**WHAT THE TASK ASKS**
Return the data below in full and exactly, except that the pictures are dropped.

**RECORDS PROVIDED**

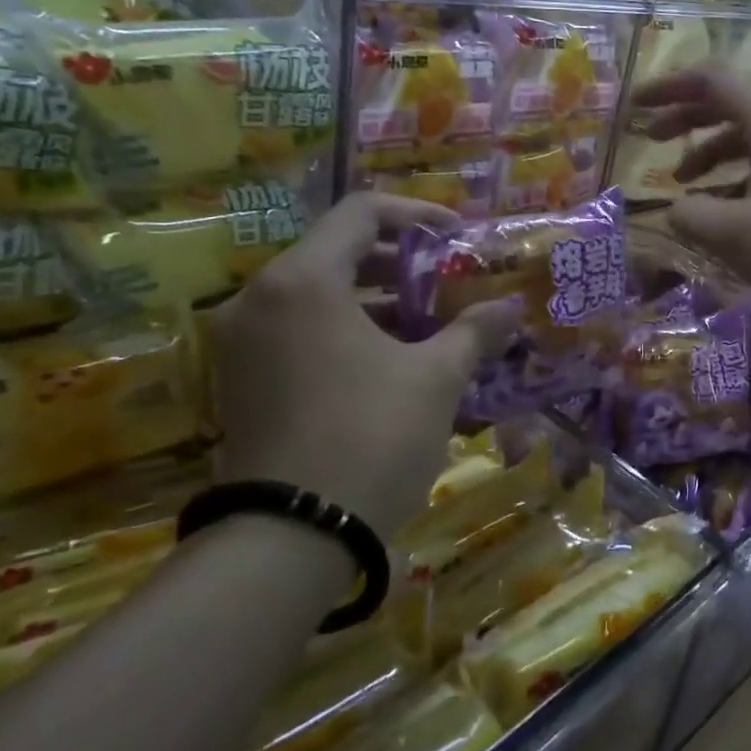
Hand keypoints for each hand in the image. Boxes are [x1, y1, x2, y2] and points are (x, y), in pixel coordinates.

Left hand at [209, 193, 520, 538]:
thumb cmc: (370, 437)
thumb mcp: (435, 379)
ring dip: (374, 299)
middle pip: (336, 252)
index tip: (458, 237)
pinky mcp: (240, 381)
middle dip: (399, 262)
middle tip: (447, 282)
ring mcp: (242, 343)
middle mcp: (260, 298)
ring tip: (427, 323)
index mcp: (303, 281)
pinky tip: (388, 360)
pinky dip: (344, 330)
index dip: (417, 215)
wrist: (292, 538)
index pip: (361, 213)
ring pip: (316, 295)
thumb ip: (474, 331)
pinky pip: (298, 331)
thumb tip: (511, 307)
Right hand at [633, 69, 750, 324]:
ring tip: (683, 183)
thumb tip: (675, 209)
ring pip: (749, 135)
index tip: (634, 107)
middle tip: (650, 138)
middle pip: (729, 104)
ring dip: (710, 152)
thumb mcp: (734, 235)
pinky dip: (737, 174)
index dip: (667, 89)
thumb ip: (691, 215)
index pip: (710, 83)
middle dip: (685, 119)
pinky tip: (724, 205)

**ANSWER FOR THE TASK**
Hand keypoints for each hand in the image. Boxes are [x1, y1, x2, y2] and points are (x, y), in pixel coordinates.

Left hand at [209, 193, 520, 538]:
thumb cmc: (370, 437)
thumb mcp: (435, 379)
ring dip: (374, 299)
middle pip: (336, 252)
index tip: (458, 237)
pinky mcp: (240, 381)
middle dip: (399, 262)
middle tip: (447, 282)
ring mcp: (242, 343)
middle mcp: (260, 298)
ring tip: (427, 323)
index mcp: (303, 281)
pinky tip: (388, 360)
pinky dip: (344, 330)
index dip: (417, 215)
wrist: (292, 538)
index pip: (361, 213)
ring pip: (316, 295)
thumb ip: (474, 331)
pinky pip: (298, 331)
thumb tip: (511, 307)
Right hand at [633, 69, 750, 324]:
ring tip: (683, 183)
thumb tip: (675, 209)
ring pip: (749, 135)
index tip: (634, 107)
middle tip: (650, 138)
middle pip: (729, 104)
ring dip: (710, 152)
thumb mcp: (734, 235)
pinky dip: (737, 174)
index dip: (667, 89)
thumb ip: (691, 215)
index pip: (710, 83)
middle dip: (685, 119)
pinky tip: (724, 205)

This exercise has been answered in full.